How to complete this task
Each line of the data below goes into the copy exactly; pictures do not.

(Stored data entries)
*** Begin section ***
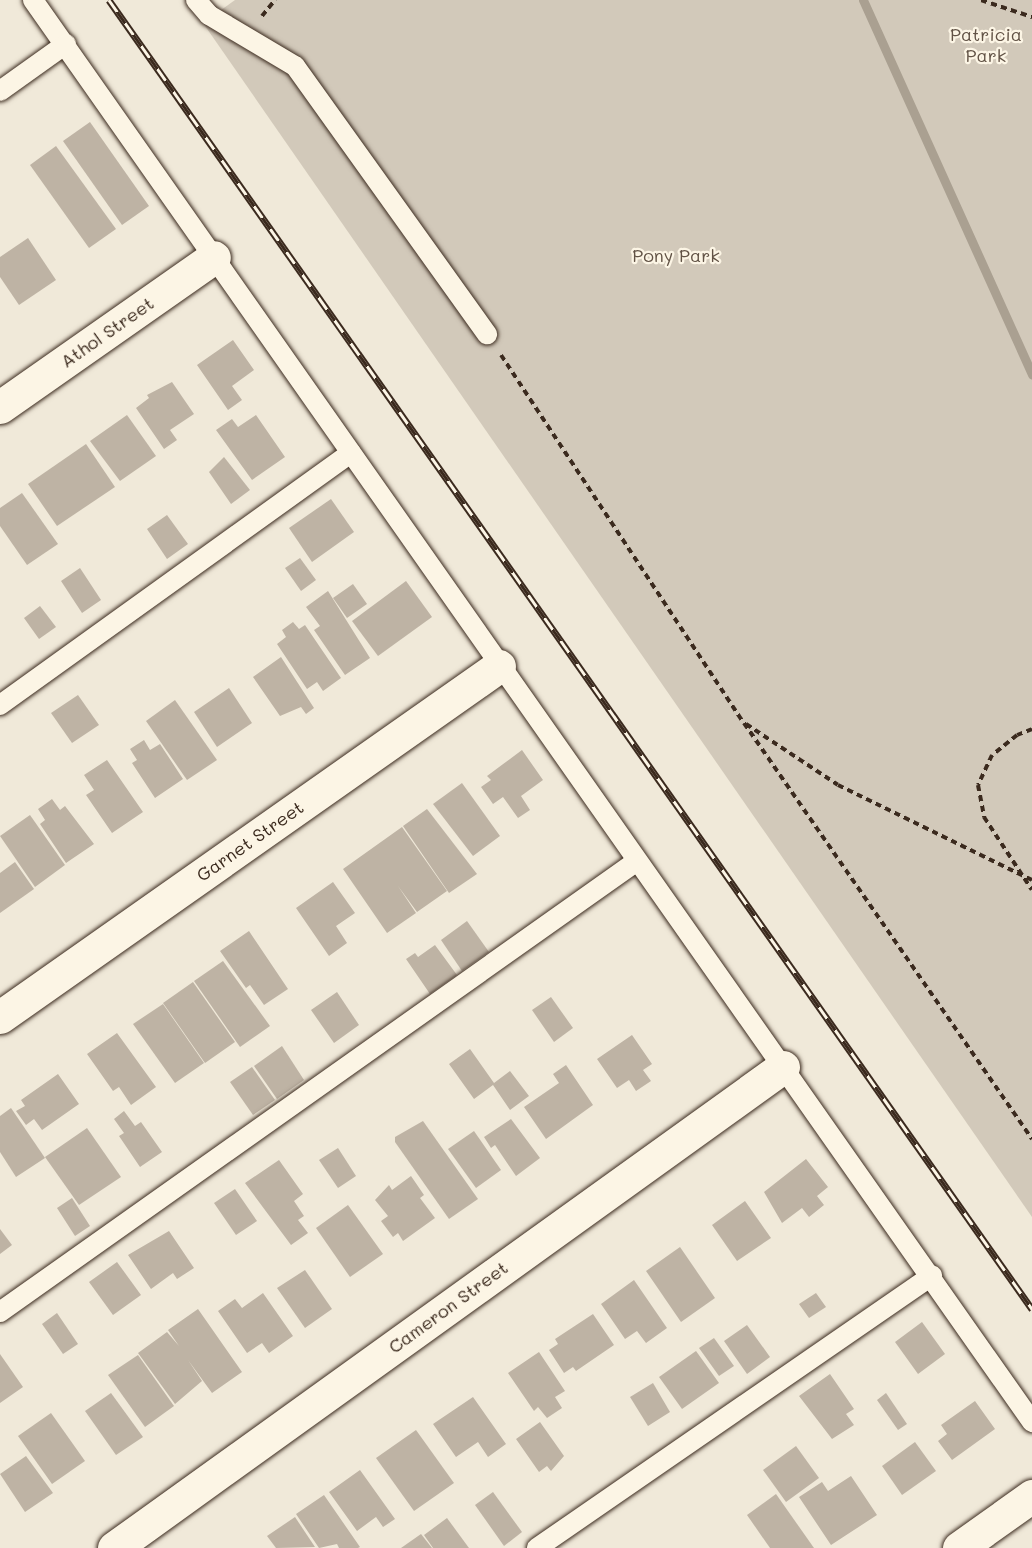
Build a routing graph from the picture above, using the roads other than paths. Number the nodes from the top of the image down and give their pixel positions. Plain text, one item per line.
1 (33, 0) edge
2 (196, 0) edge
3 (66, 44) junction
4 (0, 91) edge
5 (214, 256) junction
6 (487, 334) road end
7 (0, 407) edge
8 (351, 453) junction
9 (499, 666) junction
10 (0, 705) edge
11 (637, 861) junction
12 (0, 1017) edge
13 (783, 1067) junction
14 (932, 1275) junction
15 (0, 1312) edge
16 (1032, 1422) edge
17 (1032, 1496) edge
18 (114, 1548) edge
19 (537, 1548) edge
20 (958, 1548) edge

1 - 3 lane
2 - 6 lane
3 - 4 lane
3 - 5 lane
5 - 7 street, Athol Street
5 - 8 lane
8 - 9 lane
8 - 10 lane
9 - 11 lane
9 - 12 street, Garnet Street
11 - 13 lane
11 - 15 lane
13 - 14 lane
13 - 18 street, Cameron Street
14 - 16 lane
14 - 19 lane
17 - 20 street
*** End section ***
Solution for this exercise
Build a routing graph from the picture above, using the roads other than paths. Number the nodes from the top of the image down and give their pixel positions. Plain text, one item per line.
1 (33, 0) edge
2 (196, 0) edge
3 (66, 44) junction
4 (0, 91) edge
5 (214, 256) junction
6 (487, 334) road end
7 (0, 407) edge
8 (351, 453) junction
9 (499, 666) junction
10 (0, 705) edge
11 (637, 861) junction
12 (0, 1017) edge
13 (783, 1067) junction
14 (932, 1275) junction
15 (0, 1312) edge
16 (1032, 1422) edge
17 (1032, 1496) edge
18 (114, 1548) edge
19 (537, 1548) edge
20 (958, 1548) edge

1 - 3 lane
2 - 6 lane
3 - 4 lane
3 - 5 lane
5 - 7 street, Athol Street
5 - 8 lane
8 - 9 lane
8 - 10 lane
9 - 11 lane
9 - 12 street, Garnet Street
11 - 13 lane
11 - 15 lane
13 - 14 lane
13 - 18 street, Cameron Street
14 - 16 lane
14 - 19 lane
17 - 20 street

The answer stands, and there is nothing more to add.